NIST Cybersecurity Framework 2.0 and Zero Trust Architecture are the best starting points because they anchor access, monitoring, and recovery around resilience rather than perimeter trust. For identity-heavy controls, PAM governance and least privilege principles should be mapped to the systems that cannot be modernized quickly.
Why This Matters for Security Teams
Legacy infrastructure rarely fails because of a single missing control. It fails when access rules, shared service accounts, and long-lived credentials accumulate faster than teams can modernize. For that reason, the best-fit frameworks are the ones that help security teams govern what already exists, not only what a future-state architecture might look like. NIST Cybersecurity Framework 2.0 is useful here because it frames identity, monitoring, and recovery as resilience problems, while Ultimate Guide to NHIs — Regulatory and Audit Perspectives helps translate that posture into audit-ready governance for non-human access.
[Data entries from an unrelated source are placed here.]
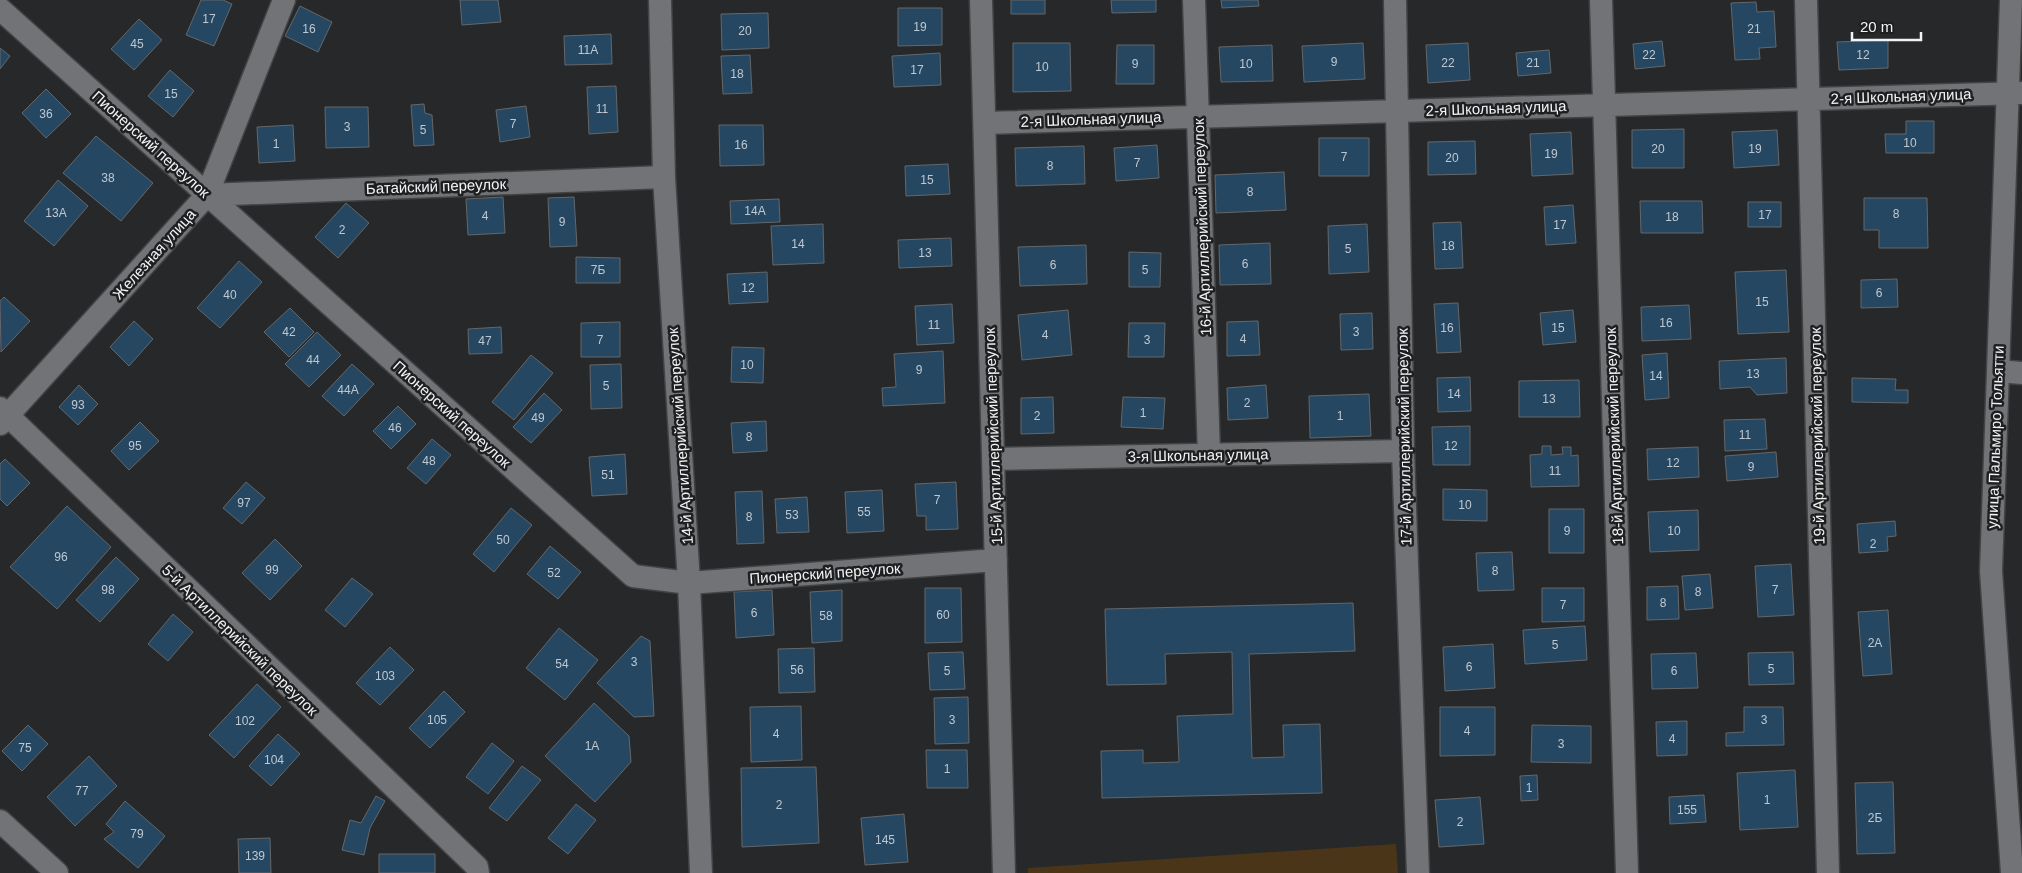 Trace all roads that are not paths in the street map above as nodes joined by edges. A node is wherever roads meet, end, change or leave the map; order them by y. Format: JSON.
{"nodes":[{"id":1,"x":284,"y":0,"type":"edge"},
{"id":2,"x":660,"y":0,"type":"edge"},
{"id":3,"x":981,"y":0,"type":"edge"},
{"id":4,"x":1194,"y":0,"type":"edge"},
{"id":5,"x":1395,"y":0,"type":"edge"},
{"id":6,"x":1602,"y":0,"type":"edge"},
{"id":7,"x":1806,"y":0,"type":"edge"},
{"id":8,"x":2011,"y":0,"type":"edge"},
{"id":9,"x":0,"y":9,"type":"edge"},
{"id":10,"x":2015,"y":93,"type":"edge"},
{"id":11,"x":1808,"y":98,"type":"junction"},
{"id":12,"x":1605,"y":104,"type":"junction"},
{"id":13,"x":1399,"y":110,"type":"junction"},
{"id":14,"x":1198,"y":116,"type":"junction"},
{"id":15,"x":985,"y":123,"type":"junction"},
{"id":16,"x":664,"y":177,"type":"junction"},
{"id":17,"x":208,"y":195,"type":"junction"},
{"id":18,"x":1998,"y":371,"type":"junction"},
{"id":19,"x":2022,"y":373,"type":"edge"},
{"id":20,"x":3,"y":416,"type":"edge"},
{"id":21,"x":1403,"y":451,"type":"junction"},
{"id":22,"x":1209,"y":454,"type":"junction"},
{"id":23,"x":993,"y":459,"type":"junction"},
{"id":24,"x":996,"y":560,"type":"junction"},
{"id":25,"x":689,"y":582,"type":"junction"},
{"id":26,"x":0,"y":821,"type":"edge"},
{"id":27,"x":57,"y":873,"type":"edge"},
{"id":28,"x":478,"y":873,"type":"edge"},
{"id":29,"x":701,"y":873,"type":"edge"},
{"id":30,"x":1004,"y":873,"type":"edge"},
{"id":31,"x":1418,"y":873,"type":"edge"},
{"id":32,"x":1627,"y":873,"type":"edge"},
{"id":33,"x":1828,"y":873,"type":"edge"},
{"id":34,"x":2012,"y":873,"type":"edge"}],
"edges":[{"from":1,"to":17,"type":"street","name":"Железная улица"},
{"from":2,"to":16,"type":"street","name":"14-й Артиллерийский переулок"},
{"from":3,"to":15,"type":"street","name":"15-й Артиллерийский переулок"},
{"from":4,"to":14,"type":"street","name":"16-й Артиллерийский переулок"},
{"from":5,"to":13,"type":"street","name":"17-й Артиллерийский переулок"},
{"from":6,"to":12,"type":"street","name":"18-й Артиллерийский переулок"},
{"from":7,"to":11,"type":"street","name":"19-й Артиллерийский переулок"},
{"from":8,"to":10,"type":"street","name":"улица Пальмиро Тольятти"},
{"from":9,"to":17,"type":"street","name":"Пионерский переулок"},
{"from":10,"to":11,"type":"street","name":"2-я Школьная улица"},
{"from":10,"to":18,"type":"street","name":"улица Пальмиро Тольятти"},
{"from":11,"to":12,"type":"street","name":"2-я Школьная улица"},
{"from":11,"to":33,"type":"street","name":"19-й Артиллерийский переулок"},
{"from":12,"to":13,"type":"street","name":"2-я Школьная улица"},
{"from":12,"to":32,"type":"street","name":"18-й Артиллерийский переулок"},
{"from":13,"to":14,"type":"street","name":"2-я Школьная улица"},
{"from":13,"to":21,"type":"street","name":"17-й Артиллерийский переулок"},
{"from":14,"to":15,"type":"street","name":"2-я Школьная улица"},
{"from":14,"to":22,"type":"street","name":"16-й Артиллерийский переулок"},
{"from":15,"to":23,"type":"street","name":"15-й Артиллерийский переулок"},
{"from":16,"to":17,"type":"street","name":"Батайский переулок"},
{"from":16,"to":25,"type":"street","name":"14-й Артиллерийский переулок"},
{"from":17,"to":20,"type":"street","name":"Железная улица"},
{"from":17,"to":25,"type":"street","name":"Пионерский переулок"},
{"from":18,"to":19,"type":"street"},
{"from":18,"to":34,"type":"street","name":"улица Пальмиро Тольятти"},
{"from":20,"to":28,"type":"street","name":"5-й Артиллерийский переулок"},
{"from":21,"to":22,"type":"street","name":"3-я Школьная улица"},
{"from":21,"to":31,"type":"street","name":"17-й Артиллерийский переулок"},
{"from":22,"to":23,"type":"street","name":"3-я Школьная улица"},
{"from":23,"to":24,"type":"street","name":"15-й Артиллерийский переулок"},
{"from":24,"to":25,"type":"street","name":"Пионерский переулок"},
{"from":24,"to":30,"type":"street","name":"15-й Артиллерийский переулок"},
{"from":25,"to":29,"type":"street","name":"14-й Артиллерийский переулок"},
{"from":26,"to":27,"type":"street"}]}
The practical issue is not whether a framework supports least privilege in theory. It is whether the framework can be applied to mainframes, industrial systems, embedded appliances, and other environments where modern federation, agent-based policy enforcement, or fast credential rotation may not be available. In those environments, teams often need a control model that accepts compensating controls such as privileged access gateways, stronger logging, and tighter review cycles. Current guidance suggests that framework selection should prioritise enforceable governance over architectural elegance. In practice, many security teams discover their access model is fragile only after a dormant service account or shared admin path has already been used outside its intended scope.
How It Works in Practice
The strongest approach is usually to map frameworks to the operational realities of the estate. NIST CSF 2.0 gives a broad structure for Identify, Protect, Detect, Respond, and Recover, which makes it useful for legacy access governance because it does not require immediate replacement of older systems. Ultimate Guide to NHIs — Lifecycle Processes for Managing NHIs is especially relevant where legacy services still depend on long-lived credentials, because lifecycle controls are often the only realistic way to reduce exposure without rewriting the application.
Zero Trust Architecture is the other key lens, but it should be treated as an operating model rather than a quick technical retrofit. In legacy environments, that usually means narrowing trust zones, forcing explicit authentication at access points, and validating sessions continuously where possible. Best practice is evolving here: there is no universal standard for how far ZTA can be pushed into old infrastructure, so teams should focus on measurable reductions in implicit trust.
- Use CSF 2.0 to define ownership, logging, recovery, and review obligations for each legacy access path.
- Use PAM to wrap privileged sessions, especially for shared admin accounts and break-glass access.
- Use least privilege as the entitlement baseline, even if the system itself cannot support fine-grained native controls.
- Use compensating controls such as session recording, command restrictions, and tighter credential rotation where direct modernization is not feasible.
For identity-specific governance, the Top 10 NHI Issues research is a useful reminder that weak rotation, over-privilege, and poor visibility remain common failure points in access-heavy estates. These controls tend to break down when legacy applications hard-code credentials into application logic because the access path becomes both difficult to inventory and difficult to rotate safely.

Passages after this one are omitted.